### [WHAT NEEDS TO BE DONE]
Transcribe the data exactly. Pictures stay out.

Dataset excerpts
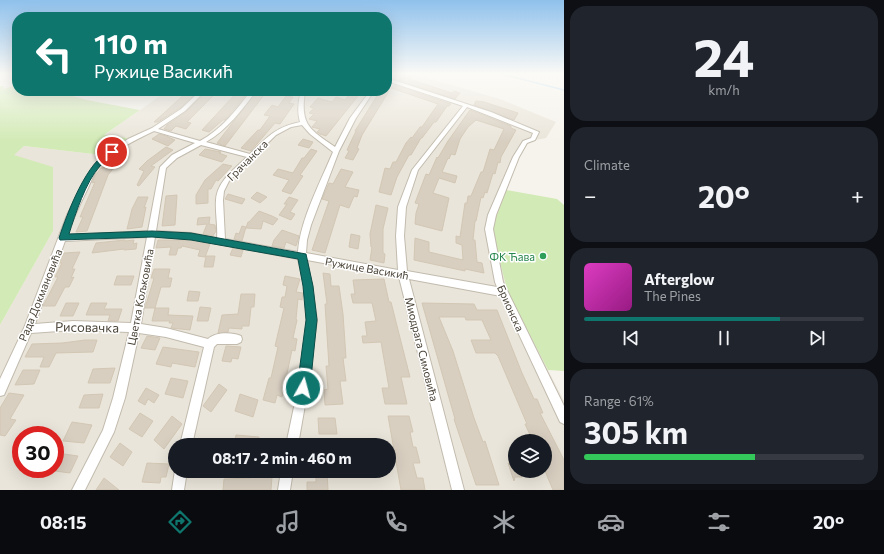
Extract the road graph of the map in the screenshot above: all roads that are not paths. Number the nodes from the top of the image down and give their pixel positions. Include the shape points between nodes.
1 (197, 97) edge
2 (249, 97) edge
3 (302, 97) edge
4 (368, 97) edge
5 (441, 97) edge
6 (466, 105) junction
7 (302, 123) junction
8 (154, 129) junction
9 (201, 143) junction
10 (336, 151) junction
11 (250, 156) junction
12 (152, 234) junction
13 (63, 238) junction
14 (221, 241) junction
15 (302, 256) junction
16 (403, 274) junction
17 (503, 292) junction
18 (135, 328) junction
19 (28, 329) junction
20 (237, 339) dead end
21 (210, 344) junction
22 (0, 391) edge
23 (564, 418) edge
24 (188, 438) edge
25 (293, 438) edge
26 (180, 478) edge
27 (286, 478) edge
28 (78, 490) edge
29 (178, 490) edge
30 (284, 490) edge
31 (458, 490) edge

1 - 8 street, Рада Докмановића via 183,110
2 - 9 street, Цветка Кољковића via 216,134
3 - 7 street
4 - 10 street via 353,118
5 - 6 street
6 - 16 street, Миодрага Симовића via 415,170 402,207 400,236
6 - 17 street, Брионска via 536,132 533,139 525,142 516,157 492,215 489,229
7 - 10 street
7 - 11 street, Грачанска via 274,134
8 - 9 street
8 - 13 street, Рада Докмановића via 130,140 97,165 88,178
9 - 11 street
9 - 12 street, Цветка Кољковића via 186,149 164,167 158,188
10 - 15 street via 307,225
11 - 14 street, Грачанска via 221,189 218,205
12 - 13 street, Ружице Васикић
12 - 14 street, Ружице Васикић
12 - 18 street, Цветка Кољковића
13 - 19 street, Рада Докмановића
14 - 15 street, Ружице Васикић
15 - 16 street, Ружице Васикић
15 - 25 street via 312,320
16 - 17 street, Ружице Васикић
16 - 31 street, Миодрага Симовића
17 - 23 street, Брионска
18 - 19 street, Рисовачка via 79,325
18 - 21 street, Рисовачка via 193,338
18 - 28 street, Цветка Кољковића via 119,398 108,432
19 - 22 street, Рада Докмановића
20 - 21 street via 215,339
21 - 24 street
26 - 29 street
27 - 30 street

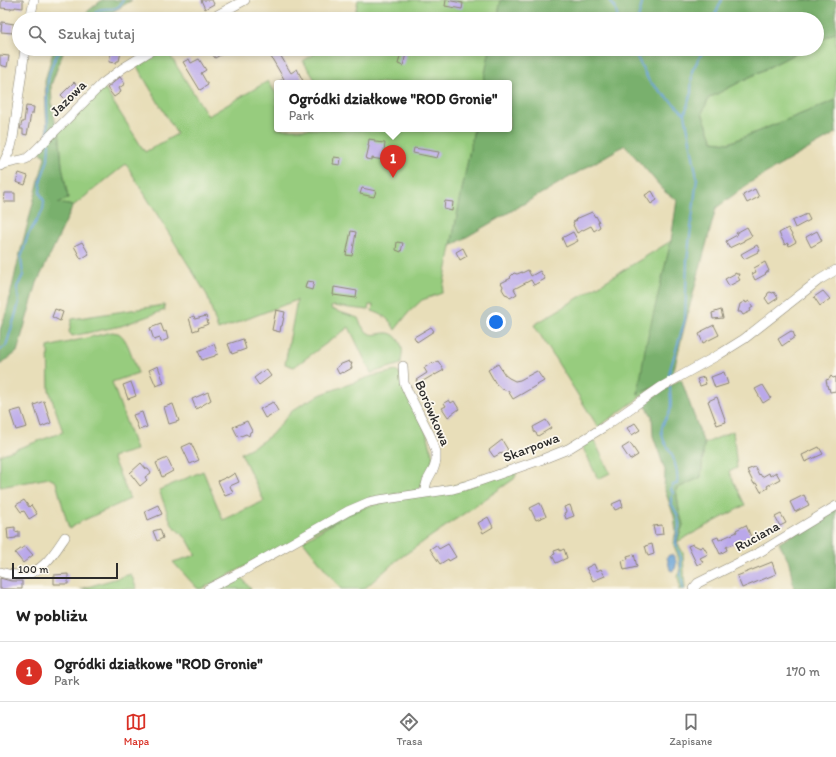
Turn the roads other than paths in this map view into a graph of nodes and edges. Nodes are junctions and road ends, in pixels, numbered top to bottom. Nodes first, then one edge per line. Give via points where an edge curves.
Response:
1 (34, 0) edge
2 (245, 0) edge
3 (31, 12) edge
4 (223, 12) edge
5 (24, 56) edge
6 (143, 56) edge
7 (1, 165) edge
8 (836, 270) edge
9 (403, 366) dead end
10 (424, 493) junction
11 (836, 506) edge
12 (65, 536) dead end
13 (0, 572) edge
14 (208, 589) edge
15 (693, 589) edge

1 - 3 street
2 - 4 street
5 - 7 street, Jazowa via 13,138
6 - 7 street, Jazowa via 103,83 26,159
8 - 10 street, Skarpowa via 819,280 744,339 661,387 573,446 468,485
9 - 10 street, Borówkowa via 404,383 408,394 431,437 436,452 434,468
10 - 14 street, Skarpowa via 379,500 348,511
11 - 15 street, Ruciana via 760,552 698,583
12 - 13 street via 38,569 18,575

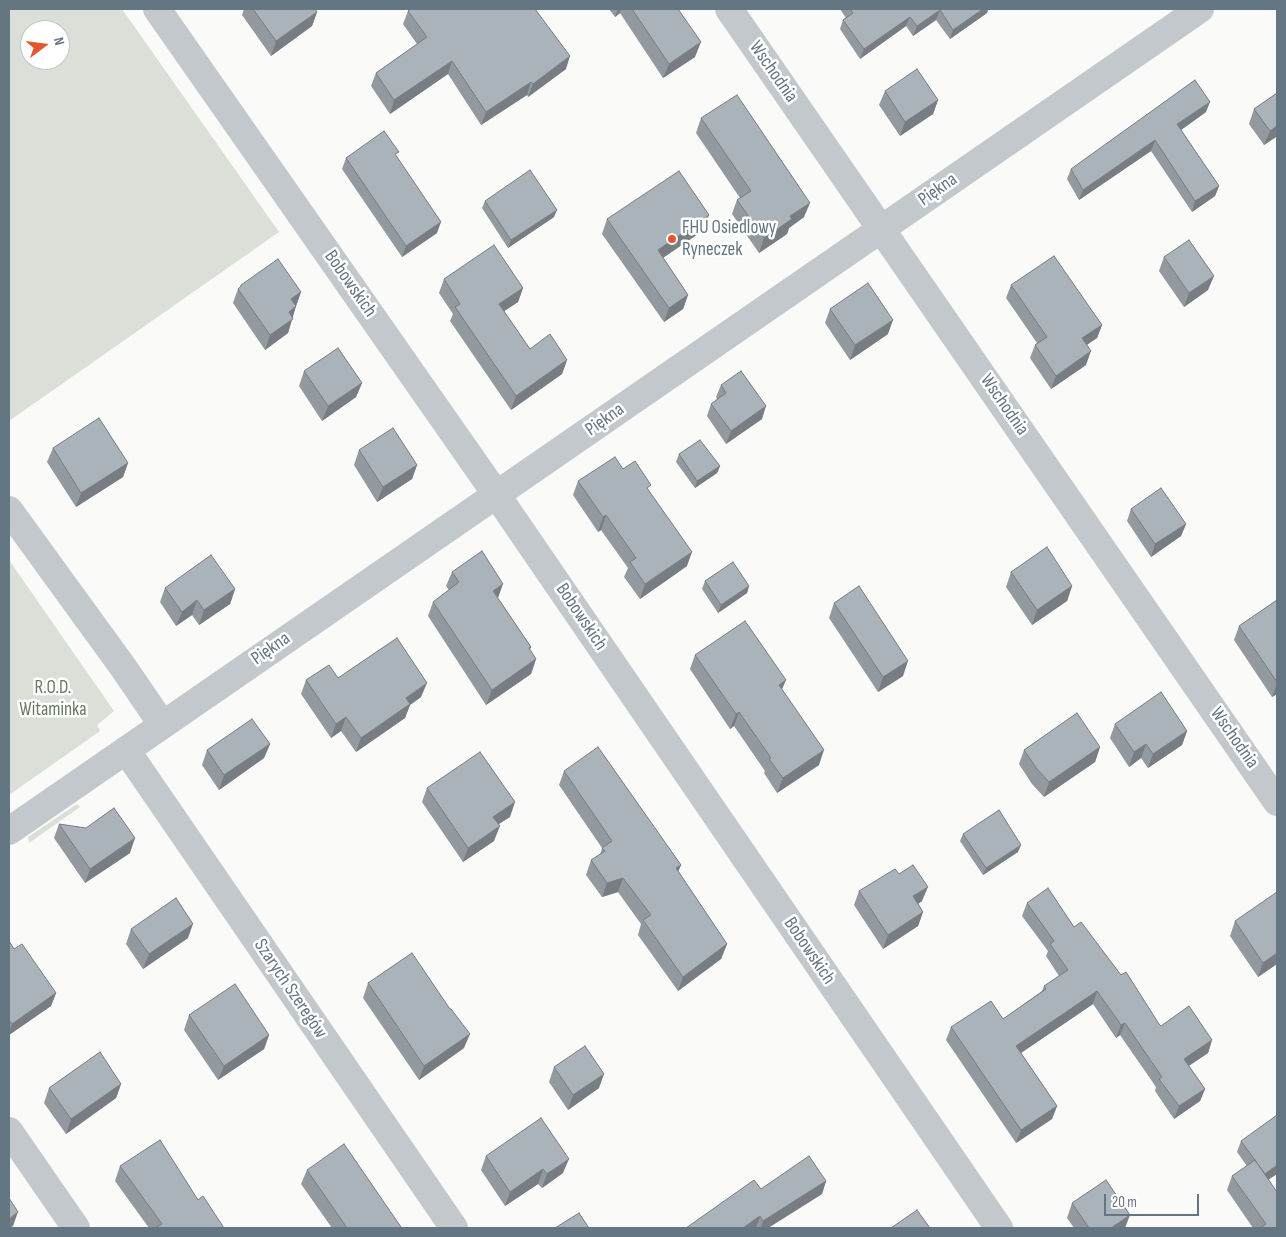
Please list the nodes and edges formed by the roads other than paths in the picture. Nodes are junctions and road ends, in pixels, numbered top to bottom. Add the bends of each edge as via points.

### [RESPONSE BELOW]
Extract the road graph of the map in the screenshot above: all roads that are not paths. Number the nodes from the top of the image down and give their pixel positions. Include the shape points between nodes.
1 (197, 97) edge
2 (249, 97) edge
3 (302, 97) edge
4 (368, 97) edge
5 (441, 97) edge
6 (466, 105) junction
7 (302, 123) junction
8 (154, 129) junction
9 (201, 143) junction
10 (336, 151) junction
11 (250, 156) junction
12 (152, 234) junction
13 (63, 238) junction
14 (221, 241) junction
15 (302, 256) junction
16 (403, 274) junction
17 (503, 292) junction
18 (135, 328) junction
19 (28, 329) junction
20 (237, 339) dead end
21 (210, 344) junction
22 (0, 391) edge
23 (564, 418) edge
24 (188, 438) edge
25 (293, 438) edge
26 (180, 478) edge
27 (286, 478) edge
28 (78, 490) edge
29 (178, 490) edge
30 (284, 490) edge
31 (458, 490) edge

1 - 8 street, Рада Докмановића via 183,110
2 - 9 street, Цветка Кољковића via 216,134
3 - 7 street
4 - 10 street via 353,118
5 - 6 street
6 - 16 street, Миодрага Симовића via 415,170 402,207 400,236
6 - 17 street, Брионска via 536,132 533,139 525,142 516,157 492,215 489,229
7 - 10 street
7 - 11 street, Грачанска via 274,134
8 - 9 street
8 - 13 street, Рада Докмановића via 130,140 97,165 88,178
9 - 11 street
9 - 12 street, Цветка Кољковића via 186,149 164,167 158,188
10 - 15 street via 307,225
11 - 14 street, Грачанска via 221,189 218,205
12 - 13 street, Ружице Васикић
12 - 14 street, Ружице Васикић
12 - 18 street, Цветка Кољковића
13 - 19 street, Рада Докмановића
14 - 15 street, Ружице Васикић
15 - 16 street, Ружице Васикић
15 - 25 street via 312,320
16 - 17 street, Ружице Васикић
16 - 31 street, Миодрага Симовића
17 - 23 street, Брионска
18 - 19 street, Рисовачка via 79,325
18 - 21 street, Рисовачка via 193,338
18 - 28 street, Цветка Кољковића via 119,398 108,432
19 - 22 street, Рада Докмановића
20 - 21 street via 215,339
21 - 24 street
26 - 29 street
27 - 30 street

Turn the roads other than paths in this map view into a graph of nodes and edges. Nodes are junctions and road ends, in pixels, numbered top to bottom. Nodes first, then one edge per line. Give via points where an edge curves.
Response:
1 (34, 0) edge
2 (245, 0) edge
3 (31, 12) edge
4 (223, 12) edge
5 (24, 56) edge
6 (143, 56) edge
7 (1, 165) edge
8 (836, 270) edge
9 (403, 366) dead end
10 (424, 493) junction
11 (836, 506) edge
12 (65, 536) dead end
13 (0, 572) edge
14 (208, 589) edge
15 (693, 589) edge

1 - 3 street
2 - 4 street
5 - 7 street, Jazowa via 13,138
6 - 7 street, Jazowa via 103,83 26,159
8 - 10 street, Skarpowa via 819,280 744,339 661,387 573,446 468,485
9 - 10 street, Borówkowa via 404,383 408,394 431,437 436,452 434,468
10 - 14 street, Skarpowa via 379,500 348,511
11 - 15 street, Ruciana via 760,552 698,583
12 - 13 street via 38,569 18,575

Please list the nodes and edges formed by the roads other than paths in the picture. Nodes are junctions and road ends, in pixels, numbered top to bottom. Add the bends of each edge as via points.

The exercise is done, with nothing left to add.